[[ Provided entries, beginning ]]

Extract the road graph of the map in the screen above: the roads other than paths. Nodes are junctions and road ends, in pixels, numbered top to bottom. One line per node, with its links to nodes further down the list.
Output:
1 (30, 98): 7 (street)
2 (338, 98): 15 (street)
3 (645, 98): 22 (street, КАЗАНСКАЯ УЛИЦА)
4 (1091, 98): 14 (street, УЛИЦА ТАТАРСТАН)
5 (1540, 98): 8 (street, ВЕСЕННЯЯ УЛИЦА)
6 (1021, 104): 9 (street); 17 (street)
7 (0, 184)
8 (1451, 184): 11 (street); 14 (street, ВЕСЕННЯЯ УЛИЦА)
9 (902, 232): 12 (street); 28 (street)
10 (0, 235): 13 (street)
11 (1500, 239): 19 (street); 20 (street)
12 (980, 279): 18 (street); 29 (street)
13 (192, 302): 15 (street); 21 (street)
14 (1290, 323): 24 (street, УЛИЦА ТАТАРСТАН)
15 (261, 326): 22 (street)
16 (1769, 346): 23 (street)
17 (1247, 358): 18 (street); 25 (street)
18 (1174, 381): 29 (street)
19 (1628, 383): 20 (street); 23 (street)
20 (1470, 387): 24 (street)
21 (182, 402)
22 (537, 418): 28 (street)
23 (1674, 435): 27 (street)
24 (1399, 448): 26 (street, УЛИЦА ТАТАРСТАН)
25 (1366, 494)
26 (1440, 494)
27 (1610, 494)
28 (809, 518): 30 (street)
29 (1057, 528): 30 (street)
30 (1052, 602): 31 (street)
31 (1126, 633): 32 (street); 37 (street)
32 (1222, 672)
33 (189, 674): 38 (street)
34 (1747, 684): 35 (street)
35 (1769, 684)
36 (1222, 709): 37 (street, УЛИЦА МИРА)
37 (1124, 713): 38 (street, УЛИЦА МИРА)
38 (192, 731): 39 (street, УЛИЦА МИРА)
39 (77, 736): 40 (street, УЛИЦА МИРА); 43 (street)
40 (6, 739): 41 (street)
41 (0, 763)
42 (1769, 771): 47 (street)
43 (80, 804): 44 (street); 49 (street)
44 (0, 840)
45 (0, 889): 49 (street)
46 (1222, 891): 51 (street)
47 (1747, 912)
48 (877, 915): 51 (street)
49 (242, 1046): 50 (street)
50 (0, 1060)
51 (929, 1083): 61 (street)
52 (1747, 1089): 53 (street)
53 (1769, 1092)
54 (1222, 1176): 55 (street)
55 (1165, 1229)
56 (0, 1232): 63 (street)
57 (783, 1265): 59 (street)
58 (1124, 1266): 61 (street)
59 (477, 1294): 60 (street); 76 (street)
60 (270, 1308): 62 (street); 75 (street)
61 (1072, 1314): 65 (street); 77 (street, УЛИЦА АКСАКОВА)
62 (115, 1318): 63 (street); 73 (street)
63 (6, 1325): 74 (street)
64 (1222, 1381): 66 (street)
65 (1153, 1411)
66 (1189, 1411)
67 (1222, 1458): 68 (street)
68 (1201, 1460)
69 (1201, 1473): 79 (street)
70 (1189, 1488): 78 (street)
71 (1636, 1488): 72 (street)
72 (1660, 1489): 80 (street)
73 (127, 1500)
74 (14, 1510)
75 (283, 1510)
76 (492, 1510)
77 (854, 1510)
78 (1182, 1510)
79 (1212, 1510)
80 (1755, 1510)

[[ Provided entries, end ]]

→ What you are asked to do
Pull out every line of the records above that contains the word "МИРА".

→ Problem solution
36 (1222, 709): 37 (street, УЛИЦА МИРА)
37 (1124, 713): 38 (street, УЛИЦА МИРА)
38 (192, 731): 39 (street, УЛИЦА МИРА)
39 (77, 736): 40 (street, УЛИЦА МИРА); 43 (street)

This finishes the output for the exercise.